Exercise materials =
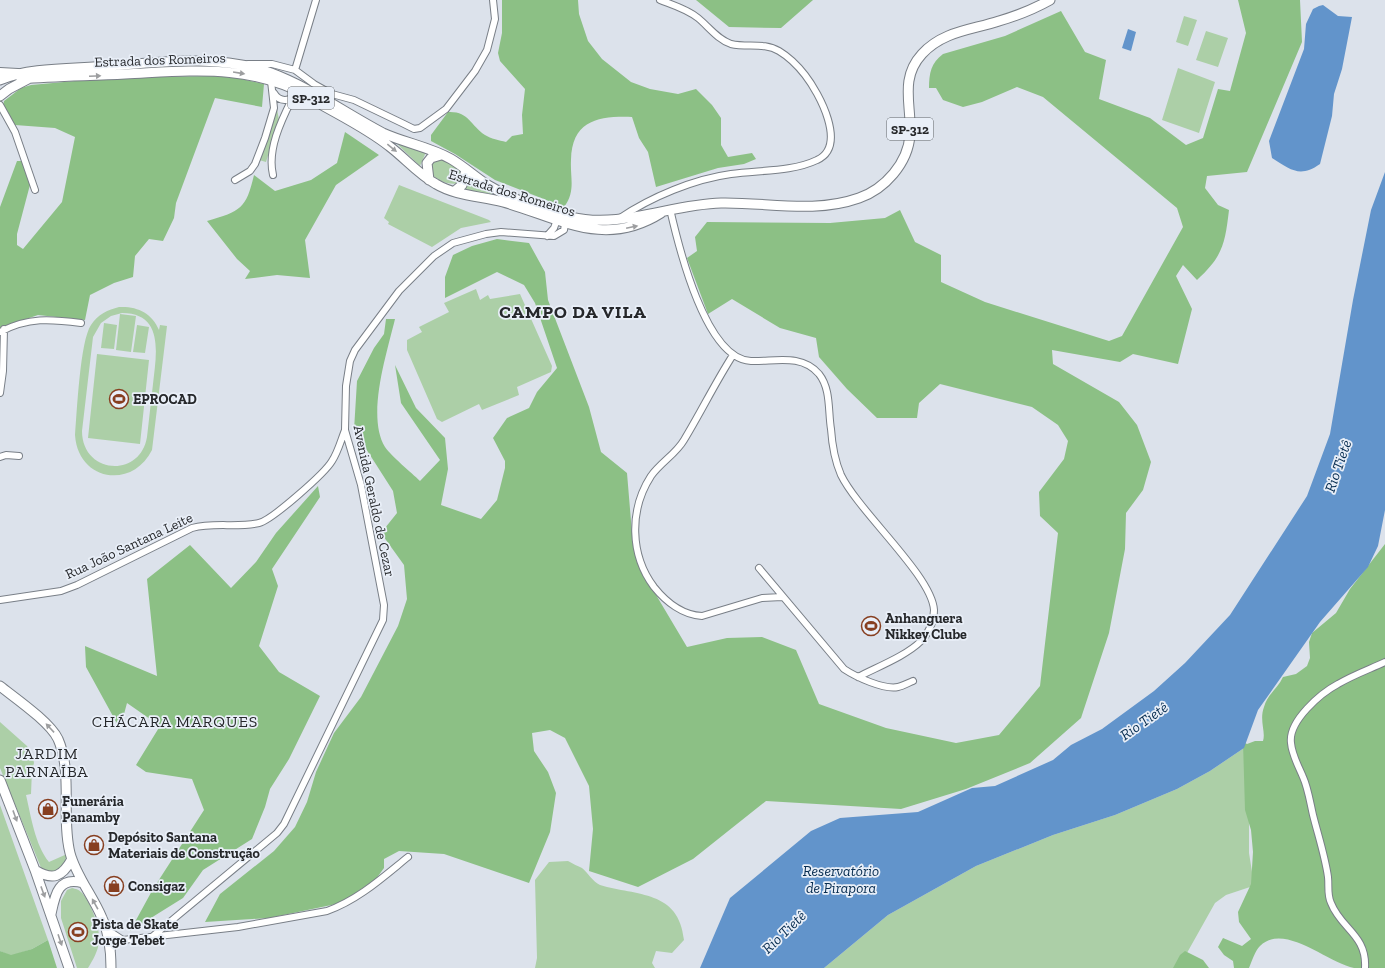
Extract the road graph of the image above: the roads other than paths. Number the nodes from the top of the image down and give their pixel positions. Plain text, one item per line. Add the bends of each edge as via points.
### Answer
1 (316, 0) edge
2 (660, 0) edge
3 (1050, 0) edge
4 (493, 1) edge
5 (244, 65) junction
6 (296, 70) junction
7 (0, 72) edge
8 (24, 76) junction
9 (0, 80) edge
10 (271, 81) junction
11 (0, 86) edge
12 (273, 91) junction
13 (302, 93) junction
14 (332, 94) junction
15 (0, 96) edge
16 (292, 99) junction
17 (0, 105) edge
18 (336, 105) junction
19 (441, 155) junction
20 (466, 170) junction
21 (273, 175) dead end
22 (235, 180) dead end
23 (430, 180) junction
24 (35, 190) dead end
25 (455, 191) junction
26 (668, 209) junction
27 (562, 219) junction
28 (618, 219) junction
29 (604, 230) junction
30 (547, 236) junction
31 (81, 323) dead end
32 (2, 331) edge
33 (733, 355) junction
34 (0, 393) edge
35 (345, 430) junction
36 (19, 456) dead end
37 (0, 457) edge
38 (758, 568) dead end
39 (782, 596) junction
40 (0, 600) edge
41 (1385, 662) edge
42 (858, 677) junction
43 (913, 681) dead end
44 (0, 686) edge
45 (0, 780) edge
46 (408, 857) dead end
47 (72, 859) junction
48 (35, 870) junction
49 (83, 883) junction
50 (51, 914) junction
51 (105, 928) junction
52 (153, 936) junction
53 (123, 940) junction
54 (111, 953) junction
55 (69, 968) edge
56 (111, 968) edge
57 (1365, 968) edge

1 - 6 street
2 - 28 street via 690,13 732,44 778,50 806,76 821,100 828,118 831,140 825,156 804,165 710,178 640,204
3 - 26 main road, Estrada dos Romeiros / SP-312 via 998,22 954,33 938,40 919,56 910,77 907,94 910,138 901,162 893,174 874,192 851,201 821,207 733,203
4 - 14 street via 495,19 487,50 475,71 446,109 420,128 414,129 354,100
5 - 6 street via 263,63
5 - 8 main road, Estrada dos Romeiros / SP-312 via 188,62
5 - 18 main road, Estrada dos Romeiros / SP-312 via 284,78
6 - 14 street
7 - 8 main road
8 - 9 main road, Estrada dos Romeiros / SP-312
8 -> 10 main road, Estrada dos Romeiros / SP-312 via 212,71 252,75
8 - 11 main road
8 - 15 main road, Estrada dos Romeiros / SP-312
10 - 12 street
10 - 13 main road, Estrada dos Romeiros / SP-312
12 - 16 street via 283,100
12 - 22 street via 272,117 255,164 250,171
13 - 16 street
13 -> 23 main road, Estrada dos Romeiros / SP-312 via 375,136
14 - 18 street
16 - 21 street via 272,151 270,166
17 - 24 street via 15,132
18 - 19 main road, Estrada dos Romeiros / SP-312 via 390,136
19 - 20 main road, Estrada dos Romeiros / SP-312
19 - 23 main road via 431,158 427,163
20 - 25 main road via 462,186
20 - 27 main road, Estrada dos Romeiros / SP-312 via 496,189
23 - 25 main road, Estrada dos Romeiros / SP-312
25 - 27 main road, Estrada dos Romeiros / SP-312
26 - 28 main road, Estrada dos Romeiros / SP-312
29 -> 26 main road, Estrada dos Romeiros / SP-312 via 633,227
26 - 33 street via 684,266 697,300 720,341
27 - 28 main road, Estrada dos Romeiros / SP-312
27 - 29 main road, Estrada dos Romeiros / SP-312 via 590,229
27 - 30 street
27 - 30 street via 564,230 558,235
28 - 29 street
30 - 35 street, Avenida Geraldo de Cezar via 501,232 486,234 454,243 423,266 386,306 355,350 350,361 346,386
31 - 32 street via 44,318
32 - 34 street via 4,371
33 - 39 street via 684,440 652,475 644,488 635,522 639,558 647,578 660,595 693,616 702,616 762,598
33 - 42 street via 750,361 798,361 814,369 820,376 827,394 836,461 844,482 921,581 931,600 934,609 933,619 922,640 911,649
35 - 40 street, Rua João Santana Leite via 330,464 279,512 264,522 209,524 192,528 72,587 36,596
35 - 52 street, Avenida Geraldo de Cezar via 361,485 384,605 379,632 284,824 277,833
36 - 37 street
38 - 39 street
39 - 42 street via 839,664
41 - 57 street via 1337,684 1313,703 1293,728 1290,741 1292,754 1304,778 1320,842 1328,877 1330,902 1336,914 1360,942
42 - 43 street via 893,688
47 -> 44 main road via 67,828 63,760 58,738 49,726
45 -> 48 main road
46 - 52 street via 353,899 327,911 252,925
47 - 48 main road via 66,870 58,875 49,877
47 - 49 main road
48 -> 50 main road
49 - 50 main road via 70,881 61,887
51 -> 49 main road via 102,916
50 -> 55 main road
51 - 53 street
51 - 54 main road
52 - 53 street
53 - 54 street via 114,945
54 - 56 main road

Goal of the exercise = All lines of the material above should be returned unchanged, but no pictures should be included.

Problem solution =
Extract the road graph of the image above: the roads other than paths. Number the nodes from the top of the image down and give their pixel positions. Plain text, one item per line. Add the bends of each edge as via points.
### Answer
1 (316, 0) edge
2 (660, 0) edge
3 (1050, 0) edge
4 (493, 1) edge
5 (244, 65) junction
6 (296, 70) junction
7 (0, 72) edge
8 (24, 76) junction
9 (0, 80) edge
10 (271, 81) junction
11 (0, 86) edge
12 (273, 91) junction
13 (302, 93) junction
14 (332, 94) junction
15 (0, 96) edge
16 (292, 99) junction
17 (0, 105) edge
18 (336, 105) junction
19 (441, 155) junction
20 (466, 170) junction
21 (273, 175) dead end
22 (235, 180) dead end
23 (430, 180) junction
24 (35, 190) dead end
25 (455, 191) junction
26 (668, 209) junction
27 (562, 219) junction
28 (618, 219) junction
29 (604, 230) junction
30 (547, 236) junction
31 (81, 323) dead end
32 (2, 331) edge
33 (733, 355) junction
34 (0, 393) edge
35 (345, 430) junction
36 (19, 456) dead end
37 (0, 457) edge
38 (758, 568) dead end
39 (782, 596) junction
40 (0, 600) edge
41 (1385, 662) edge
42 (858, 677) junction
43 (913, 681) dead end
44 (0, 686) edge
45 (0, 780) edge
46 (408, 857) dead end
47 (72, 859) junction
48 (35, 870) junction
49 (83, 883) junction
50 (51, 914) junction
51 (105, 928) junction
52 (153, 936) junction
53 (123, 940) junction
54 (111, 953) junction
55 (69, 968) edge
56 (111, 968) edge
57 (1365, 968) edge

1 - 6 street
2 - 28 street via 690,13 732,44 778,50 806,76 821,100 828,118 831,140 825,156 804,165 710,178 640,204
3 - 26 main road, Estrada dos Romeiros / SP-312 via 998,22 954,33 938,40 919,56 910,77 907,94 910,138 901,162 893,174 874,192 851,201 821,207 733,203
4 - 14 street via 495,19 487,50 475,71 446,109 420,128 414,129 354,100
5 - 6 street via 263,63
5 - 8 main road, Estrada dos Romeiros / SP-312 via 188,62
5 - 18 main road, Estrada dos Romeiros / SP-312 via 284,78
6 - 14 street
7 - 8 main road
8 - 9 main road, Estrada dos Romeiros / SP-312
8 -> 10 main road, Estrada dos Romeiros / SP-312 via 212,71 252,75
8 - 11 main road
8 - 15 main road, Estrada dos Romeiros / SP-312
10 - 12 street
10 - 13 main road, Estrada dos Romeiros / SP-312
12 - 16 street via 283,100
12 - 22 street via 272,117 255,164 250,171
13 - 16 street
13 -> 23 main road, Estrada dos Romeiros / SP-312 via 375,136
14 - 18 street
16 - 21 street via 272,151 270,166
17 - 24 street via 15,132
18 - 19 main road, Estrada dos Romeiros / SP-312 via 390,136
19 - 20 main road, Estrada dos Romeiros / SP-312
19 - 23 main road via 431,158 427,163
20 - 25 main road via 462,186
20 - 27 main road, Estrada dos Romeiros / SP-312 via 496,189
23 - 25 main road, Estrada dos Romeiros / SP-312
25 - 27 main road, Estrada dos Romeiros / SP-312
26 - 28 main road, Estrada dos Romeiros / SP-312
29 -> 26 main road, Estrada dos Romeiros / SP-312 via 633,227
26 - 33 street via 684,266 697,300 720,341
27 - 28 main road, Estrada dos Romeiros / SP-312
27 - 29 main road, Estrada dos Romeiros / SP-312 via 590,229
27 - 30 street
27 - 30 street via 564,230 558,235
28 - 29 street
30 - 35 street, Avenida Geraldo de Cezar via 501,232 486,234 454,243 423,266 386,306 355,350 350,361 346,386
31 - 32 street via 44,318
32 - 34 street via 4,371
33 - 39 street via 684,440 652,475 644,488 635,522 639,558 647,578 660,595 693,616 702,616 762,598
33 - 42 street via 750,361 798,361 814,369 820,376 827,394 836,461 844,482 921,581 931,600 934,609 933,619 922,640 911,649
35 - 40 street, Rua João Santana Leite via 330,464 279,512 264,522 209,524 192,528 72,587 36,596
35 - 52 street, Avenida Geraldo de Cezar via 361,485 384,605 379,632 284,824 277,833
36 - 37 street
38 - 39 street
39 - 42 street via 839,664
41 - 57 street via 1337,684 1313,703 1293,728 1290,741 1292,754 1304,778 1320,842 1328,877 1330,902 1336,914 1360,942
42 - 43 street via 893,688
47 -> 44 main road via 67,828 63,760 58,738 49,726
45 -> 48 main road
46 - 52 street via 353,899 327,911 252,925
47 - 48 main road via 66,870 58,875 49,877
47 - 49 main road
48 -> 50 main road
49 - 50 main road via 70,881 61,887
51 -> 49 main road via 102,916
50 -> 55 main road
51 - 53 street
51 - 54 main road
52 - 53 street
53 - 54 street via 114,945
54 - 56 main road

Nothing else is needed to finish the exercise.